Here are some examples of Rome’s nastiness:

“After the Third Punic War, which finally humbled the power of Carthage, the Roman Senate decreed that the entire city should be eradicated from the map.  The site was ploughed symbolically with salt to prevent its future occupation.”

“Further east, Rome’s greatest enemy was Mithradates VI Eupator Dionysus, king of Pontus, who at one point ruled most of modern Turkey and the northern Black Sea coast.  He was responsible for the atrocity known as the Asian Vespers, when thousands of resident Romans and Italians were killed in the territories under his rule.  It took a while, but three separate campaigns – the Mithradatic Wars – finally, by 63 BC, saw the once proud king reduced to a last redoubt in the Crimea.  There he decided to take his own life: but since years of preventive practice had inured him to poison, he had to ask one of his guardsmen to run him through.”

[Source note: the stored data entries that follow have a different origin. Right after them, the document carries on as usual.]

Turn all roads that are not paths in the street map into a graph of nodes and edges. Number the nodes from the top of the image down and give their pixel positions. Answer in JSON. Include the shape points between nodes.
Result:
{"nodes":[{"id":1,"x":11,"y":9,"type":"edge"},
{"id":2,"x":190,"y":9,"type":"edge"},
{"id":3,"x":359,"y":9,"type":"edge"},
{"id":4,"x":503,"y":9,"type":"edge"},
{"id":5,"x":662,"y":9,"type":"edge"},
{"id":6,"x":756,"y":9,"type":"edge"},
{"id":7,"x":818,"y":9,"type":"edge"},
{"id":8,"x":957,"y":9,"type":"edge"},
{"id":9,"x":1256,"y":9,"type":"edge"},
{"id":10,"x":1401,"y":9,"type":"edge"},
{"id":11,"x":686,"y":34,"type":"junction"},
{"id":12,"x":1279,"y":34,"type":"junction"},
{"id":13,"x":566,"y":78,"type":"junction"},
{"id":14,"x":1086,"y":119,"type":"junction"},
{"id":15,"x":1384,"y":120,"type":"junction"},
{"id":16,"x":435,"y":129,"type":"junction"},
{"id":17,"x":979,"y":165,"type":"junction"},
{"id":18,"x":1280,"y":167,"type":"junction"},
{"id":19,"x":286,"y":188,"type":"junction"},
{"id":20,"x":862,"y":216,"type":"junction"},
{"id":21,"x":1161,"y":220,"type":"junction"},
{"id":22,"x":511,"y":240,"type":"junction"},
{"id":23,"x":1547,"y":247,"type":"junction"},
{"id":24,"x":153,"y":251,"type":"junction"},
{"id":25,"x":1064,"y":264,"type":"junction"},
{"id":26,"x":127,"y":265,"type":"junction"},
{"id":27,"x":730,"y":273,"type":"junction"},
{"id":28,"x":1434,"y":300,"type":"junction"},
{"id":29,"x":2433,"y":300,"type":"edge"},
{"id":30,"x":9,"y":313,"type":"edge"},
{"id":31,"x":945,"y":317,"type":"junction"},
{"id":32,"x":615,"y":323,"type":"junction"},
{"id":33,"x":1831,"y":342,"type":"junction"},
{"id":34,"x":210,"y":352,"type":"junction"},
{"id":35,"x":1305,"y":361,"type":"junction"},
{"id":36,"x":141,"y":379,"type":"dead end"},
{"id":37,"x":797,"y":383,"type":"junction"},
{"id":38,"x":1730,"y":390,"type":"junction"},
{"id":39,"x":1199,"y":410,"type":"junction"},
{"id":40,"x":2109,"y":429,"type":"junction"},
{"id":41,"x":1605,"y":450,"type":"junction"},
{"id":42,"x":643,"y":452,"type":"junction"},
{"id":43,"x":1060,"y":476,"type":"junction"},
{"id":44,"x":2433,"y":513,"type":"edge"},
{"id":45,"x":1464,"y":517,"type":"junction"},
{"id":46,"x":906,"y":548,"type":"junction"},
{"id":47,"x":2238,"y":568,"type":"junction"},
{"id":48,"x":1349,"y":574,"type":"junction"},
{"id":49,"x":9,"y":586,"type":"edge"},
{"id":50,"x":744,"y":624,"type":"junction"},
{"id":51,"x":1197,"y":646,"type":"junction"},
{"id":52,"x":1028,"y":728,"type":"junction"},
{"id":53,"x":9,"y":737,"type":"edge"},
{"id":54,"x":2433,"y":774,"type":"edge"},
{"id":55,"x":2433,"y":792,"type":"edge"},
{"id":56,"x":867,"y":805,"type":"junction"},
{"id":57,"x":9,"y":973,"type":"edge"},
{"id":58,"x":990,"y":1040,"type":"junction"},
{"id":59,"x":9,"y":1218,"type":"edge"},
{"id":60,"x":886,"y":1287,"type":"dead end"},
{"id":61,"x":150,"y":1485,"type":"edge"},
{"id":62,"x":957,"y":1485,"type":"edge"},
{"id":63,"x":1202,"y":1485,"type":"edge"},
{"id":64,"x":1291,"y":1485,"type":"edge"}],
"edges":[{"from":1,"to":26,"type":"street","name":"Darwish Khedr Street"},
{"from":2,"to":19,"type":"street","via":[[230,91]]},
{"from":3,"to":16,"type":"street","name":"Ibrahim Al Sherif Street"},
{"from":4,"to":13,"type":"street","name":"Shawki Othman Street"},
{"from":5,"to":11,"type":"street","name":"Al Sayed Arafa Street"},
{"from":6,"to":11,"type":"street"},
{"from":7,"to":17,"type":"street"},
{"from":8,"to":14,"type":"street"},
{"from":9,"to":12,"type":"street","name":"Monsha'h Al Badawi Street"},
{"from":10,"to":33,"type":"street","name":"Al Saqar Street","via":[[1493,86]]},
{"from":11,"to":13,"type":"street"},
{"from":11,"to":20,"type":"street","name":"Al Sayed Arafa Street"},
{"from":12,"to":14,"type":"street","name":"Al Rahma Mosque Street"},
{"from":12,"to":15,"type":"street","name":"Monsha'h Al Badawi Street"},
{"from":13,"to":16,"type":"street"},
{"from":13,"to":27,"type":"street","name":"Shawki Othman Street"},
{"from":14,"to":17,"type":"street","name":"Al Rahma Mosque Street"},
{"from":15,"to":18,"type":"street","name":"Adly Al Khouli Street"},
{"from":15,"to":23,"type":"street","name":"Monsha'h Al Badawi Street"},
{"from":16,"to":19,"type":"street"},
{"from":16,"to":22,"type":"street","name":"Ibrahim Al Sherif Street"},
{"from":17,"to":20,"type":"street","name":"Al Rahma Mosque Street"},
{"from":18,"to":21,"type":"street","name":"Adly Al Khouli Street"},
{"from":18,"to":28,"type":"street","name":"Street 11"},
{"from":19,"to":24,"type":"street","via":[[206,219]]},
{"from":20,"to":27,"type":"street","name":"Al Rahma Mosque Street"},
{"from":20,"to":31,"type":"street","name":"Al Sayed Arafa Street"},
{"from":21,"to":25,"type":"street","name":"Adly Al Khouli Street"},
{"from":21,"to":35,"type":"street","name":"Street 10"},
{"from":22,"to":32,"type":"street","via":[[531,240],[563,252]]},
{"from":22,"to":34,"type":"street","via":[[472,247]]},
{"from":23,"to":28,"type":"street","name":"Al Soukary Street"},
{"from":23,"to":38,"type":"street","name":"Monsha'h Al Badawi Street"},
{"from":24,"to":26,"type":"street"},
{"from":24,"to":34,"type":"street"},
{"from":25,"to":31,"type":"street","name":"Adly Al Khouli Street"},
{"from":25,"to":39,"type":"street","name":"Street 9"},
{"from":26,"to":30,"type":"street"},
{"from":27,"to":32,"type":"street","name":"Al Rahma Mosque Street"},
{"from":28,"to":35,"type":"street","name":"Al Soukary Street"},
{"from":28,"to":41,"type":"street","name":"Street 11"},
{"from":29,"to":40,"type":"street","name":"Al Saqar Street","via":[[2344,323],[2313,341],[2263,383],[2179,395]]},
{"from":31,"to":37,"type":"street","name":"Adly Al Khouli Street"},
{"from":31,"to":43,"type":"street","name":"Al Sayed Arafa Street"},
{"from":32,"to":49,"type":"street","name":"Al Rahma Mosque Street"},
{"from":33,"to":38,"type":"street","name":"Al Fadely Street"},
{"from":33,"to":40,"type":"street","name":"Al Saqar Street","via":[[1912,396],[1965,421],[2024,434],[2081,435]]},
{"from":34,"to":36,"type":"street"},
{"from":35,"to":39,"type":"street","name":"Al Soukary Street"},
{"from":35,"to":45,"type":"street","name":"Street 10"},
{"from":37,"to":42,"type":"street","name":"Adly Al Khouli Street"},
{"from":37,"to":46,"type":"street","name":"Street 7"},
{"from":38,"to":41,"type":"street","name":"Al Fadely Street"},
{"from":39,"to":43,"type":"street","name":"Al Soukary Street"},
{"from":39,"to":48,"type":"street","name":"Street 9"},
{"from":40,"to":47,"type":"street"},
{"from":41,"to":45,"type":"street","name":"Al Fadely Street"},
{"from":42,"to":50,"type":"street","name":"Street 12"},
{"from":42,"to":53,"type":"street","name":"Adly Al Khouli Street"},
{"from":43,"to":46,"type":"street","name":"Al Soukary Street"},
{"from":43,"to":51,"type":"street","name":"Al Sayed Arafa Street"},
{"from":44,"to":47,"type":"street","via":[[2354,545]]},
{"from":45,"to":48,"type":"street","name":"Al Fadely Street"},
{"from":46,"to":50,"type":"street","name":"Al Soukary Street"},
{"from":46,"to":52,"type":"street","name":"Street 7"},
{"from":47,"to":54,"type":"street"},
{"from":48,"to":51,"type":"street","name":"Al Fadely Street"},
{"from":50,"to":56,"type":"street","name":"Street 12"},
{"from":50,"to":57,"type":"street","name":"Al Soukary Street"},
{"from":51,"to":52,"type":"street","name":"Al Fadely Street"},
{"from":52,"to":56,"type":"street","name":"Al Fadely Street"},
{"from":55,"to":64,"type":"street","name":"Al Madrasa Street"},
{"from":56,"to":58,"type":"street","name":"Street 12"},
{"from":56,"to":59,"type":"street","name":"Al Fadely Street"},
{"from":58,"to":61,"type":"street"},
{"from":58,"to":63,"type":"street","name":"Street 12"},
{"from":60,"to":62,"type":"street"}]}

“Caesar’s approach to the Gallic problem could be equally implacable.  Opposition leaders held responsible for fomenting trouble were flogged to death . . . Whole opposition groups who failed to surrender as the legions approached might be sold into slavery or even, on occasion, simply slaughtered.  In 52 BC, Caesar was held up for a while by a sustained defence of the hill-fort at Avaricum, an action following on from a massacre of Roman traders and their families.  When the defences were finally breached, the legions were set loose to massacre and pillage: reportedly only 800 people survived from a total population of 40,000 men, women and children. . . .”

“Also, they never forgave or forgot.  The same ruthlessness was duly deployed to avenge the deaths of Cotta and his men.  Later spotted leading some siege operations, Indutiomarus of the Treveri was singled out for a cavalry sortie, which cut him down.  As for the Eburones, they were forced to scatter in the face of a sustained assault on their homelands in the next campaigning season.  Rather than wasting the lives of his own troopers in flushing them out of the woods, Caesar magnanimously issued a general invitation to neighbouring tribes to come and join in the pillaging.  All of the villages were burned . . .”

I was tempted to see an implied criticism of Rome, i.e., they were nasty but we moderns are not.  We have better rules of engagement, but Heather intends no such implication, at least not at this point:  “Such stick-and-carrot policy combinations were hardly the work of genius, but they didn’t need to be.  When combined with the legions at this juncture in western Eurasian history, they were a sufficient tool for building an empire.” 

Therefore, it seems to me, Roman soldiers were merely carrying out the instructions of Rome and did not possess any more nastiness than any other soldiers of their age.  They were better trained and had better tactics, but they seem to have been just as ruthless as their less-well-trained enemies.  “Barbarian,” at least back then, didn’t mean “nastier than the civilized Romans.” 

Under Caesar’s orders 39,000 or so were slaughtered at Avaricum with the approval of Rome.    Now think of Think of the furor over Mai Lai where 26 villagers were killed.